Sampling design and field work

A previously published study suggested that genetic differentiation is limited for V. berus populations below 3 km and strong beyond 6 km (Ursenbacher et al. 2009). Therefore, we selected a fine spatial extent (10 × 7 km2) to determine how and at which scale the dispersal process occurred, as recommended by Rousset (1997, 2000). The species seemed to be continuously distributed within the study area, allowing us to obtain a pairwise distance gradient from continuously sampled statistical units. As a consequence, we chose individuals as statistical units (Broquet and Petit 2009) and implemented an individual-based sampling scheme (ISS; Prunier et al. 2013). We designed our ISS on a one-square-kilometer-unit grid applied on-site. Within each square kilometer, we focused on suitable habitats to optimize sampling success, repeatedly if possible (Fig. 1C). Last, we also subdivided the study site into several units based on distinct main landscape boundaries (main roads, topological barriers; see Fig. 1.C) to carry out subsequent analyses on the genetic markers (see below).

Sampling took place in 2015 and 2016 between April and June when individuals are the easiest to detect during basking activities. A sampling area was defined as a location with a 200 m radius where individuals could be spatially close (local movements inferior to 200 m; Prestt 1971) and found within a continuous habitat. For each sampling area, the Visual Encounter Survey (VES) session was stopped as soon as four to five individuals were sampled, as recommended by Prunier et al. (2013). Otherwise, additional VES sessions were conducted until (i) the required number of samples was obtained or (ii) it was the end of field season. Additionally, all individuals that were easily detected and caught after the end of a VES were also sampled, resulting occasionally in more samples than strictly needed. Each captured individual was sexed visually and by manual eversion of the hemipenes. Snout-vent-length (SVL) was used to differentiate adults from subadults and yearlings (Guiller and Legentilhomme 2015) before collecting DNA samples from buccal and cloacal swabs (plus 2 skins). For each capture, we recorded GPS coordinates and took pictures of the head for identification (treated with Aphis software version 1.0.0) to avoid duplicate DNA samples (Sheldon and Bradley 1989; Moya et al. 2015).

Laboratory methods

Genomic DNA was extracted from buccal and cloacal swabs with a Qiagen DNeasy Blood & Tissue Kit (QIAGEN, Hombrechtikon, Switzerland) following the manufacturer’s protocol, except that the swab was removed before adding the washing buffer (before step 5). Fourteen microsatellite loci were amplified to analyze genetic diversity, eleven specifically developed for V. berus (Vb-64 and Vb-71 from Carlsson 2003; Vb-A8, Vb-A11, Vb-B’2, Vb-B’9, Vb-B10, Vb-B’10, Vb-B18, Vb-D’10 and Vb-D17 from Ursenbacher et al. 2009), two for Vipera ursini (Vu-29 and Vu-58; Metzger et al. 2011), and one for Vipera aspis (Va-35; Geser et al. 2013) following the PCR conditions described in the respective publications. Microsatellite PCR products were analyzed on an ABI 3130xl automated sequencer (Applied Biosystems, Waltham, USA), visualized with the dyed forward primers, and allele sizes were determined using Peakscanner 3.1 (Applied Biosystems).

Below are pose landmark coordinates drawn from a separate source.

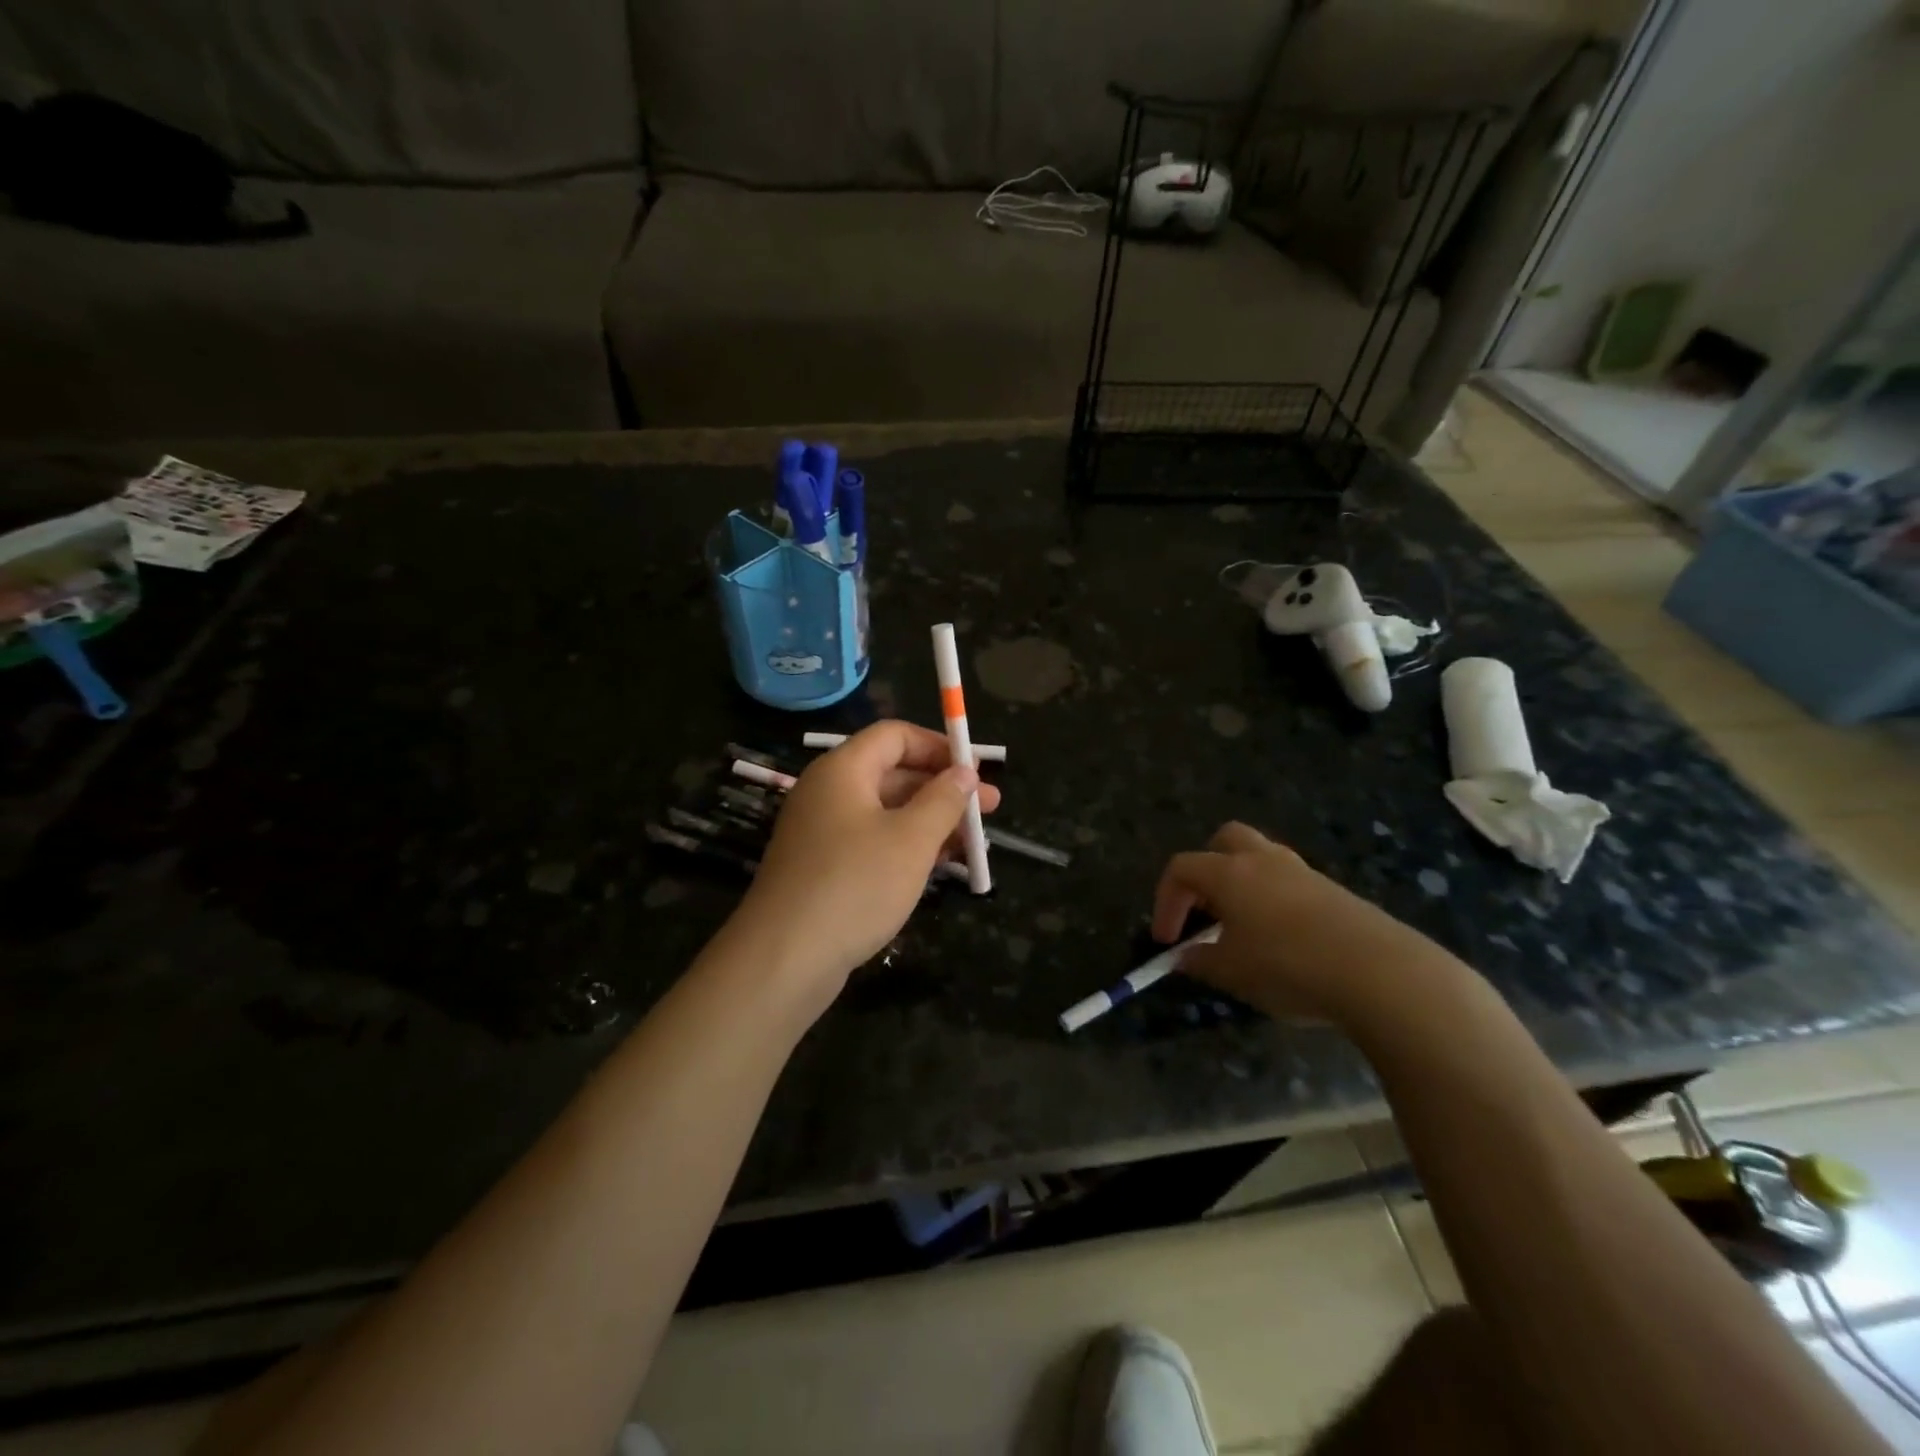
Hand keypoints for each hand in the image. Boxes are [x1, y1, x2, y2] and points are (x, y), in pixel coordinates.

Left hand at [727, 721, 1000, 1005]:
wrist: (784, 959)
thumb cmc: (855, 885)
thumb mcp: (911, 839)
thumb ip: (943, 800)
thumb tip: (965, 772)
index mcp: (843, 770)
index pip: (895, 736)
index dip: (938, 746)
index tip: (976, 769)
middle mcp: (828, 793)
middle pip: (893, 773)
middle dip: (943, 788)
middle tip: (989, 809)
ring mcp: (822, 832)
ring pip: (886, 812)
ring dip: (930, 821)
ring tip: (974, 842)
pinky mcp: (823, 868)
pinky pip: (872, 842)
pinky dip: (907, 847)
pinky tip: (940, 866)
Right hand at [1151, 822, 1464, 1024]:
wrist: (1381, 973)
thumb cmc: (1289, 967)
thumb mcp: (1233, 973)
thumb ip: (1201, 962)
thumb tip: (1183, 957)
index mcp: (1229, 873)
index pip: (1181, 869)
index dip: (1165, 901)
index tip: (1167, 940)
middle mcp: (1263, 860)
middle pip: (1224, 840)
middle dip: (1206, 870)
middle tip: (1205, 910)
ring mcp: (1302, 872)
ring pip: (1261, 858)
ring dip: (1243, 884)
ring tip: (1243, 929)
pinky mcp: (1334, 891)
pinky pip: (1290, 883)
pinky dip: (1274, 900)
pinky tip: (1283, 942)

Analysis of genetic markers and metrics

Observed and expected heterozygosities, and departures from Hardy–Weinberg equilibrium (HWE) were calculated with χ2 tests at each locus from (i) the entire dataset and (ii) groups of individuals based on main landscape boundaries (see above), to avoid detecting a deficit in heterozygosity linked to a Wahlund effect. These analyses were performed with the packages adegenet (Jombart 2008), pegas (Paradis 2010), and hierfstat (Goudet and Jombart 2015) implemented in R 4.0.0 (R Core Development Team 2020). The presence of null alleles and miss-scoring was checked using the Micro-checker 2.2.3 (Van Oosterhout et al. 2004), and Fstat 2.9.3.2 (Goudet 1995) was used to test for linkage disequilibrium among loci.

Genetic pairwise distances were calculated based on two genetic metrics: (i) âr metric from Spagedi 1.5a (Hardy and Vekemans 2002) and (ii) Bray–Curtis Dissimilarity (Bc) from the ecodist R package (Goslee and Urban 2007). Almost all analyses were performed with âr, a metric that is explicitly related to dispersal, where higher values indicate a greater dissimilarity between two genotypes (Rousset 1997, 2000). However, we had to use Bc in spatial autocorrelation analyses, but the two metrics were strongly correlated (Pearson correlation coefficients = 0.874). Euclidean distances between individuals were computed into matrices from Arcgis from geographical coordinates (10.1 ©Esri Inc.).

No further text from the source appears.